An independent Jewish learning organisation is offering a special series of free on-line lectures during the month of Adar. Featuring sessions with Israel-based scholars Judy Klitsner and Dr Sam Lebens, and the UK’s Dr Tamra Wright, “The Adar Programme” aims to help participants generate joy in the run-up to Purim. The programme is dedicated to the memory of the much-missed educator Maureen Kendler, whose yahrzeit falls in the week before Purim.

Sam Lebens and Tamra Wright will both speak about joy, with Lebens looking at divine joy in Jewish philosophy, and Wright exploring the relationship between Judaism and positive psychology. Judy Klitsner, who is a renowned educator and award-winning author, will deliver the opening lecture in the series: ‘“Enter Laughing”; “Exit Stage Left”: Does Tanakh Have its Own Set of Stage Directions?’ The lecture will take place at 5 pm UK time on Sunday 14th February, specially timed to enable participation from around the world.

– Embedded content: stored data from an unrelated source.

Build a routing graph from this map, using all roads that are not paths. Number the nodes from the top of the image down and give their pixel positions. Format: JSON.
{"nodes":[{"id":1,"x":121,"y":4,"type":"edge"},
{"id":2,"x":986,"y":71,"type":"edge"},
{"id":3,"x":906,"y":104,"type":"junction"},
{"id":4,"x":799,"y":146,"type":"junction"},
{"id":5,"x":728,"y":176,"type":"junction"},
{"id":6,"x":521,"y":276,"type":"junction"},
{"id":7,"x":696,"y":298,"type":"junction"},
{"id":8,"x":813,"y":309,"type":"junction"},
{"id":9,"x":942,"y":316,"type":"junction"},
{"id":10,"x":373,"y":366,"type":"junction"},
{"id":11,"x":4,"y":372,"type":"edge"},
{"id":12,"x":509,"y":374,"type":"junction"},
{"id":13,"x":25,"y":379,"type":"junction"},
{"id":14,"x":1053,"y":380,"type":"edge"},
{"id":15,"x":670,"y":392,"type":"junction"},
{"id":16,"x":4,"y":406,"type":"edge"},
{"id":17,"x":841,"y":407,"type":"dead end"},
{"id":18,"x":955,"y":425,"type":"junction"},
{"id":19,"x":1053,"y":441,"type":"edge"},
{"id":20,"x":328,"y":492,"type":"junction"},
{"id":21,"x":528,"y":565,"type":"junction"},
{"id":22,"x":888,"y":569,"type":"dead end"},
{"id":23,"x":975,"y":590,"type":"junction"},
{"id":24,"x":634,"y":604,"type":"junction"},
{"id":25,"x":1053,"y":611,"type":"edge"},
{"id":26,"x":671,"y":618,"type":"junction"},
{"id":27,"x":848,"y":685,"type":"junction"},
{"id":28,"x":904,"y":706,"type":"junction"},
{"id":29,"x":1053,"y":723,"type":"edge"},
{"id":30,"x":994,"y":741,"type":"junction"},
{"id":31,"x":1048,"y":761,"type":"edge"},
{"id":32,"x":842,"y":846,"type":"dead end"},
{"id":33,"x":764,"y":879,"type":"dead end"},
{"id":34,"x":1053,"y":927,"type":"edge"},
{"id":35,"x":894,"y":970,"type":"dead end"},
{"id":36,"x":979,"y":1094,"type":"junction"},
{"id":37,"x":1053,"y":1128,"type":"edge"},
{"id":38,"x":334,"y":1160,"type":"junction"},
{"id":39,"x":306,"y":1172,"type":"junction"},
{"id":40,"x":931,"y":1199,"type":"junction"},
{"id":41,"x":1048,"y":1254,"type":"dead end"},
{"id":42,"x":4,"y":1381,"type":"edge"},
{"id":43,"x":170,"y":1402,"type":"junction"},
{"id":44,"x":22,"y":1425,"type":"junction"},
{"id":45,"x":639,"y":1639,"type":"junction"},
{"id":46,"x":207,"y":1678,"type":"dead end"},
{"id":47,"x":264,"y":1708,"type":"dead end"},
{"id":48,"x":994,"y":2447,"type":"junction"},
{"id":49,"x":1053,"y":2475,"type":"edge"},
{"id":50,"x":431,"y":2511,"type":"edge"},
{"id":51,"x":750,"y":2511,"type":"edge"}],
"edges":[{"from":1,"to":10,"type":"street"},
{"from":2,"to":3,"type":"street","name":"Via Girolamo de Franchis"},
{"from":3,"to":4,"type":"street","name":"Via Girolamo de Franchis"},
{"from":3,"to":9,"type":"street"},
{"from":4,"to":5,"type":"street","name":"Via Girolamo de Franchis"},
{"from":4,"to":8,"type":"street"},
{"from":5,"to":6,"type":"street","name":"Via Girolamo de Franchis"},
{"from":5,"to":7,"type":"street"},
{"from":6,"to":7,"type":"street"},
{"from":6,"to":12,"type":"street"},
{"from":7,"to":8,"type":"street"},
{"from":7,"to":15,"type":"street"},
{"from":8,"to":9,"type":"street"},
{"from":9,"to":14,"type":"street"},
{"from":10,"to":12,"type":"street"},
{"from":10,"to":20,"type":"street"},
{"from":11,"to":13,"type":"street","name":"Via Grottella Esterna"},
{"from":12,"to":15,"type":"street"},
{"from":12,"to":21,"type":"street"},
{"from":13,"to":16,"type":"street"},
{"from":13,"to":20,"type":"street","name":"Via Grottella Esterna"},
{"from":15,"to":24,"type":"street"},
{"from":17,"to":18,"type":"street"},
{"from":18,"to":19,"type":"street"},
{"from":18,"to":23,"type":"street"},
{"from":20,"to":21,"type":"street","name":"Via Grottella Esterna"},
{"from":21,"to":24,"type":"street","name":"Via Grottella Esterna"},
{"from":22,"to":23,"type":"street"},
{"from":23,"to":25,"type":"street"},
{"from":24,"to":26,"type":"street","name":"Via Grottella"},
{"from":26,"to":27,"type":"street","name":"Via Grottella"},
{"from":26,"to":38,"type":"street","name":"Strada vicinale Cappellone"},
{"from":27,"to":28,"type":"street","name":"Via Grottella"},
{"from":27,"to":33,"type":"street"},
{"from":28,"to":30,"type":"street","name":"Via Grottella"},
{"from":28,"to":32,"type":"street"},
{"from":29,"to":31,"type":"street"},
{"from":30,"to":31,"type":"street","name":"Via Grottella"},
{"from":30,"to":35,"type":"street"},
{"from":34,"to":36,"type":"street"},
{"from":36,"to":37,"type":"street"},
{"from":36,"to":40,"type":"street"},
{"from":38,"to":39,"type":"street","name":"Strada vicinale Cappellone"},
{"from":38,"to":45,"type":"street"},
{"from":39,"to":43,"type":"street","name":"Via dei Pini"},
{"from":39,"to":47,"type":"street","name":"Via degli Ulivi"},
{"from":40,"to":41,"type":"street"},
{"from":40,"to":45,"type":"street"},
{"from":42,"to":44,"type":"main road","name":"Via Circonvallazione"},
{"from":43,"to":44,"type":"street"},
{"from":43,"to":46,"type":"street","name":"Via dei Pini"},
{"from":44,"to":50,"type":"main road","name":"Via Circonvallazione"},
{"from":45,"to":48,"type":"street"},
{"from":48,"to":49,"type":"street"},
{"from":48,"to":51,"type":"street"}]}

The Adar Programme is being run under the auspices of 2020 Torah, an on-line learning community set up by Dr Wright in September 2020.  “Our speakers have kindly waived their fees for this programme,” Wright said, “and are requesting that participants donate to the Maureen Kendler Educational Trust instead.”

Sam Lebens said:  “I’m so looking forward to the opportunity to honour Maureen Kendler’s memory through teaching about what she represented to so many people, namely: joy!”

Hayden Kendler said: “Maureen would have jumped at the chance to present at one of these sessions.  So it is truly wonderful that three of her dear colleagues have stepped up and are presenting in her memory.”

Bookings and enquiries: www.2020torah.com

About 2020 Torah:

2020 Torah is an online Jewish learning community.  It enables adults of all ages to engage more deeply with Jewish texts and values, and to apply them to 21st century questions and challenges.

About the Maureen Kendler Educational Trust:

Maureen Kendler died in February 2018 after a short illness. She was an inspirational Jewish educator, writer and broadcaster who believed passionately that Jewish women’s opportunities for involvement in many aspects of Jewish life were limited by a lack of Jewish education. The Maureen Kendler Educational Trust provides bursaries to encourage Jewish women to undertake advanced studies in Judaism so that they can follow Maureen’s example and play more active roles in their communities. The Educational Trust has also launched a Scheme to encourage Synagogues, Jewish Schools and other organisations to host female “Scholars in Residence”.

Speaker bios:

Judy Klitsner is a senior educator at the Pardes Institute of Jewish Studies in Jerusalem. A disciple of the great Torah teacher Nehama Leibowitz, she lectures internationally, bringing an accessible, text-based teaching style to her broad and diverse audiences. Judy is the author of the award-winning book Subversive Sequels in the Bible: How Biblical Stories Mine and Undermine Each Other. She is the founding board chair of Sacred Spaces, an organization that seeks to address abuses of power in Jewish institutions.

Dr Samuel Lebens is a philosopher at the University of Haifa. He is co-founder of the Association for the Philosophy of Judaism. His first book is a study of Bertrand Russell and the philosophy of language. His second book is an investigation of the philosophical foundations of Judaism, The Principles of Judaism (Oxford University Press). Born and raised in Leicester, England, Sam now lives with his wife and three kids in Netanya, Israel.

Dr Tamra Wright is Curriculum Development Advisor at Faith in Leadership and Visiting Research Fellow at St Benet’s Hall, University of Oxford. She also holds a Senior Research Fellowship at LSJS. A specialist in contemporary Jewish thought, she is the author of The Twilight of Jewish Philosophy: Emmanuel Levinas’s Ethical Hermeneutics, and has published articles on Buber, Rosenzweig, Levinas and post-Holocaust Jewish thought. She also co-edited Radical Responsibility: Celebrating the Thought of Chief Rabbi Lord Jonathan Sacks and Face to Face with Animals: Levinas and the Animal Question.